Dublin have produced in two of the three previous meetings more scoring opportunities and even a small rise in their previous conversion rate percentage could be the deciding factor for Mick Bohan’s side.

The Dubs also have the greater scoring threat from more sectors of their team than Meath do and if they can garner a greater share of the possession and transition the ball quickly into scoring zone before Meath can crowd out the central channel, they have the forwards to take advantage.

Goals have been vital for Meath in their two wins over Dublin and they will need to find the back of the net again on Saturday to make it three wins from four.

It’s also noticeable that in both their wins they have prevented Dublin from raising any green flags, a repeat of that statistic in Croke Park tomorrow afternoon will go a long way to helping Meath add the Leinster title to their trophy collection.

If Meath get their noses in front coming down the home straight they are very adapt at running down the clock and Dublin will find it difficult to wrestle back control in the latter stages.

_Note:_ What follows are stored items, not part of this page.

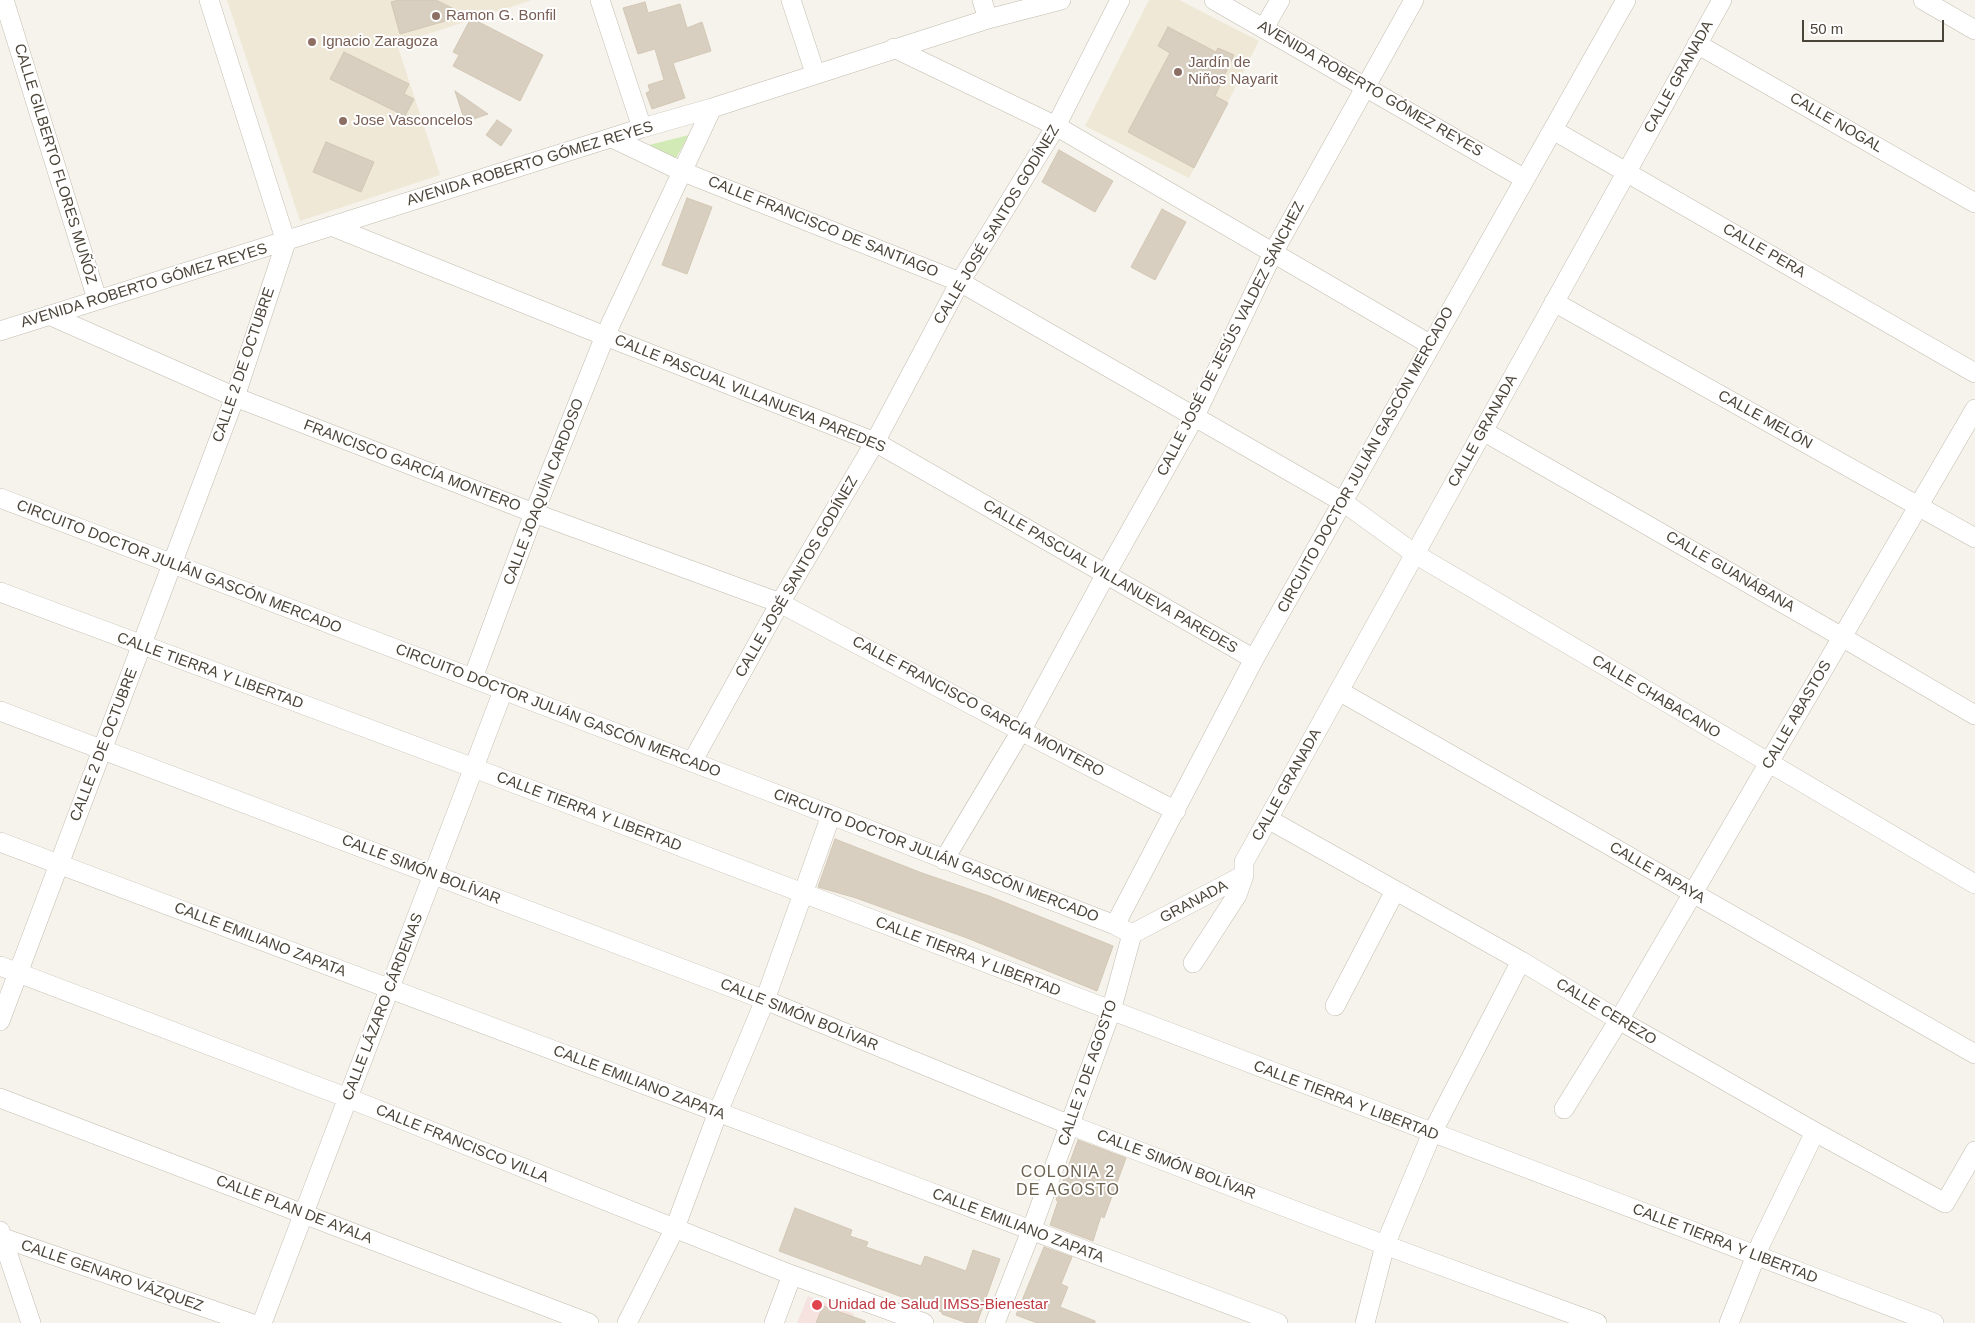 <!DOCTYPE html>
<html>
<head>
<meta charset="utf-8">
<style>
	body { margin:0 }
	#map { position:relative; width:1975px; height:1323px; overflow:hidden; background:#f6f3ec; font-family:Arial,sans-serif }
	canvas { display:block }
	.scale { position:absolute; left:1802px; top:20px; width:142px; height:22px; box-sizing:border-box; border:2px solid #4b4439; border-top:0; padding-left:6px; font-size:15px; line-height:18px; white-space:nowrap; color:#4b4439; -webkit-text-stroke:4px #fff; paint-order:stroke }
</style>
</head>
<body>
<div id="map">
<canvas width="1975" height="1323"></canvas>
<div class="scale">50 m</div>
</div>
<script>
const context = document.querySelector('canvas').getContext('2d');
context.lineJoin = 'round';
function paint(path, color) { context.fillStyle = color; context.fill(path, 'evenodd'); }
const shape = rows => new Path2D(rows.map(r => 'M' + r).join(''));
function strokePath(path, color, width, dash) { context.strokeStyle = color; context.lineWidth = width; context.lineCap = dash ? 'butt' : 'round'; context.setLineDash(dash || []); context.stroke(path); }
function write(font, color, halo, rows, align = 'center') {
  context.font = font + ' Arial,sans-serif'; context.lineWidth = 4; context.setLineDash([]); context.textBaseline = 'middle'; context.strokeStyle = halo; context.fillStyle = color; for (const [text, x, y, turn = 0] of rows) {
    context.save(); context.translate(x, y); context.rotate((+turn || 0) * Math.PI / 180); context.textAlign = isNaN(turn) ? turn : align; if (halo) context.strokeText(text, 0, 0); context.fillText(text, 0, 0); context.restore();
  }
}
const education = shape([
	[227,0,532,0,397,44,440,175,300,221],
	[1149,0,1179,0,1259,41,1189,178,1085,126]
]);
const medical = shape([
	[808,1296,854,1314,851,1323,797,1323]
]);
const green = shape([
	[689,135,676,158,649,145]
]);
const building = shape([
	[399,0,436,0,466,15,400,34,391,2,399,0],
	[645,2,648,13,680,4,687,28,702,22,711,51,673,63,685,98,652,109,646,93,650,91,648,85,664,80,655,49,638,54,623,8,645,2],
	[471,18,543,55,520,101,453,66,459,55,453,52,471,18],
	[1168,27,1216,52,1218,48,1234,55,1215,96,1228,103,1194,168,1128,132,1170,53,1158,46,1168,27],
	[344,52,409,84,404,94,414,99,405,116,330,79,344,52],
	[455,91,488,114,465,122,455,91],
	[497,120,512,130,501,146,486,135,497,120],
	[326,142,374,162,361,192,313,172,326,142],
	[1059,150,1113,181,1095,212,1042,182,1059,150],
	[687,198,712,207,687,274,662,265,687,198],
	[1162,209,1186,222,1155,280,1131,267,1162,209],
	[835,839,922,873,989,896,1113,946,1097,991,967,938,856,898,818,887,835,839],
	[1078,1140,1126,1158,1104,1218,1101,1216,1093,1241,1050,1225,1058,1201,1056,1200,1078,1140],
	[795,1208,852,1230,850,1236,868,1242,866,1247,921,1266,925,1256,966,1271,973,1250,1000,1259,977,1323,967,1323,942,1314,942,1312,779,1251,795,1208],
	[1044,1247,1072,1257,1061,1284,1068,1287,1060,1307,1095,1321,1095,1323,1037,1323,1016,1315,1044,1247],
	[823,1306,865,1321,865,1323,816,1323,823,1306]
]);
const minor = shape([
	[4,0,97,299],
	[600,0,642,128],
	[791,0,815,73],
	[982,0,988,19],
	[1214,0,1525,179],
	[1923,0,1975,30],
	[1264,28,1280,0],
	[1697,44,1975,203],
	[894,48,1056,126,1431,345],
	[1553,130,1975,373],
	[612,138,681,171,960,282,1343,502,1415,554,1975,884],
	[331,226,605,336,875,442,1254,659],
	[1554,302,1975,538],
	[49,315,235,397,534,513,780,603,1021,731,1176,811],
	[0,331,642,128,712,108,988,19,1061,0],
	[1483,431,1842,637,1975,715],
	[0,498,831,815,1115,925,1132,934],
	[0,592,474,768,1934,1323],
	[473,678,534,513,605,336,712,108],
	[1339,691,1975,1054],
	[0,711,765,1000,1070,1125,1385,1245,1597,1323],
	[692,762,780,603,875,442,960,282,1056,126,1120,0],
	[1268,819,1521,961,1619,1020,1815,1132,1945,1203,1975,1151],
	[0,842,1278,1323],
	[944,860,1021,731,1106,574,1195,416,1273,253,1414,0],
	[1115,925,1254,659,1626,0],
	[1132,934,1244,875,1244,862,1268,819,1722,0],
	[1193,963,1237,895,1244,875],
	[0,966,348,1098,792,1275,924,1323],
	[1335,1006,1395,891],
	[0,1021,235,397,286,242,209,0],
	[0,1098,589,1323],
	[1564,1109,1619,1020,1975,409],
	[0,1231,31,1323],
	[3,1238,250,1323],
	[262,1323,503,691],
	[627,1323,675,1228,718,1112,765,1000,831,815],
	[774,1323,792,1275],
	[995,1323,1031,1231,1111,1011,1132,934],
	[1365,1323,1385,1245,1432,1133,1521,961],
	[1729,1323,1761,1243,1815,1132]
]);
const markers = [
	[436,16,5,"#8d6e63"],
	[312,42,5,"#8d6e63"],
	[1178,72,5,"#8d6e63"],
	[343,121,5,"#8d6e63"],
	[817,1305,6,"#e0444e"]
];
const educationNames = [
	["Ramon G. Bonfil",446,16],
	["Ignacio Zaragoza",322,42],
	["Jardín de",1188,63],
	["Niños Nayarit",1188,80],
	["Jose Vasconcelos",353,121]
];
const streetNames = [
	["CALLE GRANADA",1679,77,-61],
	["AVENIDA ROBERTO GÓMEZ REYES",1370,89,30],
	["CALLE NOGAL",1836,123,30],
	["CALLE GILBERTO FLORES MUÑÓZ",55,164,73],
	["AVENIDA ROBERTO GÓMEZ REYES",530,164,-17],
	["CALLE JOSÉ SANTOS GODÍNEZ",997,225,-59],
	["CALLE FRANCISCO DE SANTIAGO",823,227,22],
	["CALLE PERA",1764,251,30],
	["AVENIDA ROBERTO GÓMEZ REYES",144,286,-17],
	["CALLE JOSÉ DE JESÚS VALDEZ SÁNCHEZ",1231,339,-63],
	["CALLE 2 DE OCTUBRE",244,365,-71],
	["CALLE PASCUAL VILLANUEVA PAREDES",750,394,22],
	["CALLE MELÓN",1765,420,29],
	["CALLE GRANADA",1483,431,-61],
	["CIRCUITO DOCTOR JULIÁN GASCÓN MERCADO",1366,460,-61],
	["FRANCISCO GARCÍA MONTERO",412,466,21],
	["CALLE JOAQUÍN CARDOSO",544,492,-69],
	["CIRCUITO DOCTOR JULIÁN GASCÓN MERCADO",179,567,21],
	["CALLE GUANÁBANA",1730,572,30],
	["CALLE JOSÉ SANTOS GODÍNEZ",797,577,-60],
	["CALLE PASCUAL VILLANUEVA PAREDES",1110,577,30],
	["CALLE TIERRA Y LIBERTAD",210,671,20],
	["CALLE CHABACANO",1656,697,31],
	["CALLE FRANCISCO GARCÍA MONTERO",978,707,28],
	["CIRCUITO DOCTOR JULIÁN GASCÓN MERCADO",558,711,21],
	["CALLE ABASTOS",1797,715,-60],
	["CALLE 2 DE OCTUBRE",104,745,-69],
	["CALLE GRANADA",1287,785,-61],
	["CALLE TIERRA Y LIBERTAD",589,812,21],
	["CIRCUITO DOCTOR JULIÁN GASCÓN MERCADO",936,856,21],
	["CALLE SIMÓN BOLÍVAR",421,870,21],
	["CALLE PAPAYA",1657,873,30],
	["GRANADA",1194,902,-28],
	["CALLE EMILIANO ZAPATA",260,940,21],
	["CALLE TIERRA Y LIBERTAD",968,957,21],
	["CALLE LÁZARO CÁRDENAS",383,1007,-69],
	["CALLE CEREZO",1606,1012,31],
	["CALLE SIMÓN BOLÍVAR",799,1015,22],
	["CALLE 2 DE AGOSTO",1088,1073,-71],
	["CALLE EMILIANO ZAPATA",639,1083,21],
	["CALLE TIERRA Y LIBERTAD",1346,1101,21],
	["CALLE FRANCISCO VILLA",462,1144,22],
	["CALLE SIMÓN BOLÍVAR",1176,1165,21],
	["CALLE PLAN DE AYALA",294,1210,21],
	["CALLE EMILIANO ZAPATA",1018,1226,21],
	["CALLE TIERRA Y LIBERTAD",1725,1244,21],
	["CALLE GENARO VÁZQUEZ",112,1276,19]
];
const healthNames = [
	["Unidad de Salud IMSS-Bienestar",828,1305]
];
const neighbourhoodNames = [
	["COLONIA 2",1068,1173],
	["DE AGOSTO",1068,1191]
];
paint(education, '#efe8d6');
paint(medical, '#f6e3e0');
paint(green, '#d2eab5');
paint(building, '#d8cfc1');
strokePath(building, '#d3c7b4', 1);
strokePath(minor, '#c2bbae', 20);
strokePath(minor, '#fff', 19);
for (const [x, y, r, color] of markers) { const dot = new Path2D(); dot.arc(x, y, r, 0, 2 * Math.PI); context.fillStyle = color; context.fill(dot); strokePath(dot, '#fff', 2); }
write('15px', '#785e54', '#fff', educationNames, 'left');
write('15px', '#4b4439', '#fff', streetNames);
write('15px', '#be3a42', '#fff', healthNames, 'left');
context.letterSpacing = '1px';
write('16px', '#6e6250', '#fff', neighbourhoodNames);
context.letterSpacing = '0px';
</script>
</body>
</html>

But if Dublin can keep it tight at the back and not concede any goals, produce a turnover rate similar to last years All Ireland final, transition the ball at pace to the attacking zone, their greater scoring threat both on the starting team and from the bench, could see them over the line by a couple of points.

It’s sure to be another titanic battle between Dublin and Meath and the margins are so fine between the teams it’s a hard one to call, the only hope is that regardless of the result of the game, that the post match conversation is centred on the passages of play and not the officiating.